--- SUPPLIED RECORDS Enclosed Below ---
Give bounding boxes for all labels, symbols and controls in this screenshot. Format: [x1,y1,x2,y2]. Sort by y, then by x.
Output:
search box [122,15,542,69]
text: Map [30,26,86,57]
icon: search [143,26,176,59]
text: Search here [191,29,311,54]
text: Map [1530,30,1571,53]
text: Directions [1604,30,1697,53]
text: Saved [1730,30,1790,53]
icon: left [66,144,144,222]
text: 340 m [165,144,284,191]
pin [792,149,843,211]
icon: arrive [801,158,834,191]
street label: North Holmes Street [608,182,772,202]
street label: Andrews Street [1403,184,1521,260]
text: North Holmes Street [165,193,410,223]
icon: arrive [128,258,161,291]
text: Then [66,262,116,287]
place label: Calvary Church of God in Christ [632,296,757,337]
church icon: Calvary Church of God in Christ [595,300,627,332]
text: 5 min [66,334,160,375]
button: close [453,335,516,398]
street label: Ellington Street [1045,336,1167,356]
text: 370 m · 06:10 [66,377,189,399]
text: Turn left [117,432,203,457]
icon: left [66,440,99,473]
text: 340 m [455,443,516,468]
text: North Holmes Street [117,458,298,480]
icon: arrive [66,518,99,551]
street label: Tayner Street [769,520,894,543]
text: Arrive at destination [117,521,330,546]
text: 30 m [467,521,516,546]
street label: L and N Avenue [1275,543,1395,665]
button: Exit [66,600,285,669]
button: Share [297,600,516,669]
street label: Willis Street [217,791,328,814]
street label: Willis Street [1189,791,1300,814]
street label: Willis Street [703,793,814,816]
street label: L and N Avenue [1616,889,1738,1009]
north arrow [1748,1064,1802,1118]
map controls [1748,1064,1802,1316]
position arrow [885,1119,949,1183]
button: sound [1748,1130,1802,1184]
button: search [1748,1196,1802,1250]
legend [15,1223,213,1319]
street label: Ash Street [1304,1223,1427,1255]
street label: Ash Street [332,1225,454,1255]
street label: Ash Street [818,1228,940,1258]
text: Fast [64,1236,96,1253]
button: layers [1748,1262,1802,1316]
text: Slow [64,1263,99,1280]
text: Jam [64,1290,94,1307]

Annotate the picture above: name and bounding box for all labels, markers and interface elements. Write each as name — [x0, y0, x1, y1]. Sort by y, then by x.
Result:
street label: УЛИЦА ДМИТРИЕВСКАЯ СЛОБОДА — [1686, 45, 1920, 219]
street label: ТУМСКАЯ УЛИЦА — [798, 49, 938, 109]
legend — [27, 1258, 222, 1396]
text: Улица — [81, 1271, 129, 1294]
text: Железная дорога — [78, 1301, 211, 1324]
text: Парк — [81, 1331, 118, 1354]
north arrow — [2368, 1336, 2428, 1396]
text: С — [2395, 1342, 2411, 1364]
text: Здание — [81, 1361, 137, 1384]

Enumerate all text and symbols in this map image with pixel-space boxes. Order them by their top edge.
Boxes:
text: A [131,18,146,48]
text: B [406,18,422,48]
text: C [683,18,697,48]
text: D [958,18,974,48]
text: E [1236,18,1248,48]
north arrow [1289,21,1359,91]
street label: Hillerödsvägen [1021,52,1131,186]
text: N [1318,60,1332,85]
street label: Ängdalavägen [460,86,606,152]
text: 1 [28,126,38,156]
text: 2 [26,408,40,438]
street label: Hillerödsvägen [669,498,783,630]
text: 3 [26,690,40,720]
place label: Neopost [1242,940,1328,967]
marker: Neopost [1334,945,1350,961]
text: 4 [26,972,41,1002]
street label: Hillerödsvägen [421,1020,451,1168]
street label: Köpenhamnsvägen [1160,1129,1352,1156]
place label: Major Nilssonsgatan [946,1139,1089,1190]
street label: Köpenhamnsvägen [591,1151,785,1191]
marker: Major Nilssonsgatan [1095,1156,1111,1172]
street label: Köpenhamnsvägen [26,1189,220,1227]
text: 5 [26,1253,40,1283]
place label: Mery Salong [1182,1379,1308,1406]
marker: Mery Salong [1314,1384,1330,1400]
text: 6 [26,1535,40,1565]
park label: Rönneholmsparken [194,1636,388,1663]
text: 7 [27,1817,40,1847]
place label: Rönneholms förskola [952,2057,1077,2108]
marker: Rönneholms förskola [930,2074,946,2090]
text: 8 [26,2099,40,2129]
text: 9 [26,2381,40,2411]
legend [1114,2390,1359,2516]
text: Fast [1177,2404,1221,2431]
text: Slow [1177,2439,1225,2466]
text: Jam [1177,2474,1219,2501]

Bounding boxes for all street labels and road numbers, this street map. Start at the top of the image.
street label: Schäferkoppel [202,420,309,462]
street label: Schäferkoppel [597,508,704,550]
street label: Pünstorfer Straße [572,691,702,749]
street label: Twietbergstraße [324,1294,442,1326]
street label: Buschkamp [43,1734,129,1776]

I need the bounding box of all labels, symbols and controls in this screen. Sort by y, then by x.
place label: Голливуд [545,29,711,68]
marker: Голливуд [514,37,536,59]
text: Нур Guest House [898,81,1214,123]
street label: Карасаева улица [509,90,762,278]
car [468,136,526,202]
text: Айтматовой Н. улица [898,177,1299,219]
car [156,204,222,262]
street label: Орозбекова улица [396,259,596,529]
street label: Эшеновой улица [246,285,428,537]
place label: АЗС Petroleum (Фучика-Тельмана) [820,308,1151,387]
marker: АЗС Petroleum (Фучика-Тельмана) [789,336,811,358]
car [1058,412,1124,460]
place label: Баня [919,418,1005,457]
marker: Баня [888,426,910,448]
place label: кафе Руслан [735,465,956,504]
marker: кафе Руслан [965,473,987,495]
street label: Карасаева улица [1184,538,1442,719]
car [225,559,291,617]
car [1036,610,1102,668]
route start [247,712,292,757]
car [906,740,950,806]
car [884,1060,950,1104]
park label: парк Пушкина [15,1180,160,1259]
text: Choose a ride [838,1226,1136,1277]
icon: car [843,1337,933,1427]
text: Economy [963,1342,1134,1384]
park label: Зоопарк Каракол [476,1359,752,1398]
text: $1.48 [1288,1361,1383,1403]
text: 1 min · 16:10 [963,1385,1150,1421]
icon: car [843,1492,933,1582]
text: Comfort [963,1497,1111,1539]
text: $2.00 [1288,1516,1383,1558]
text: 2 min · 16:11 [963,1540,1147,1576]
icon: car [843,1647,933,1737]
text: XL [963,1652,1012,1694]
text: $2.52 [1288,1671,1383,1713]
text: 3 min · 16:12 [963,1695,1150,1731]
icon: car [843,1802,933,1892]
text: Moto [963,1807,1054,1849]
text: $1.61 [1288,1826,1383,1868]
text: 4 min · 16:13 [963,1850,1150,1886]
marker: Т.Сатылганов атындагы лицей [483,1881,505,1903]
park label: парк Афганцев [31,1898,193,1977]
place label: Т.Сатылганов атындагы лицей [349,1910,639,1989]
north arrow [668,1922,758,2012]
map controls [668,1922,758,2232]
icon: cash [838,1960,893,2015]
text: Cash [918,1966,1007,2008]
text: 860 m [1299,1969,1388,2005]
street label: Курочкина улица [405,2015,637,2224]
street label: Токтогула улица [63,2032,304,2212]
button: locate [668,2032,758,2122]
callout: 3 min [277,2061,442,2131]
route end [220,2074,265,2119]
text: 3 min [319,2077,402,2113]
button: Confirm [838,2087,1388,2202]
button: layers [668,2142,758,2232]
--- End of Enclosed SUPPLIED RECORDS ---
Scan the material for "Sort" and copy the lines that hold it.

Give bounding boxes for all labels, symbols and controls in this screenshot. Format: [x1,y1,x2,y2]. Sort by y, then by x.
Annotate the picture above: name and bounding box for all labels, markers and interface elements. Write each as name — [x0, y0, x1, y1]. Sort by y, then by x.
I need the bounding box of all labels, symbols and controls in this screen. Sort by y, then by x.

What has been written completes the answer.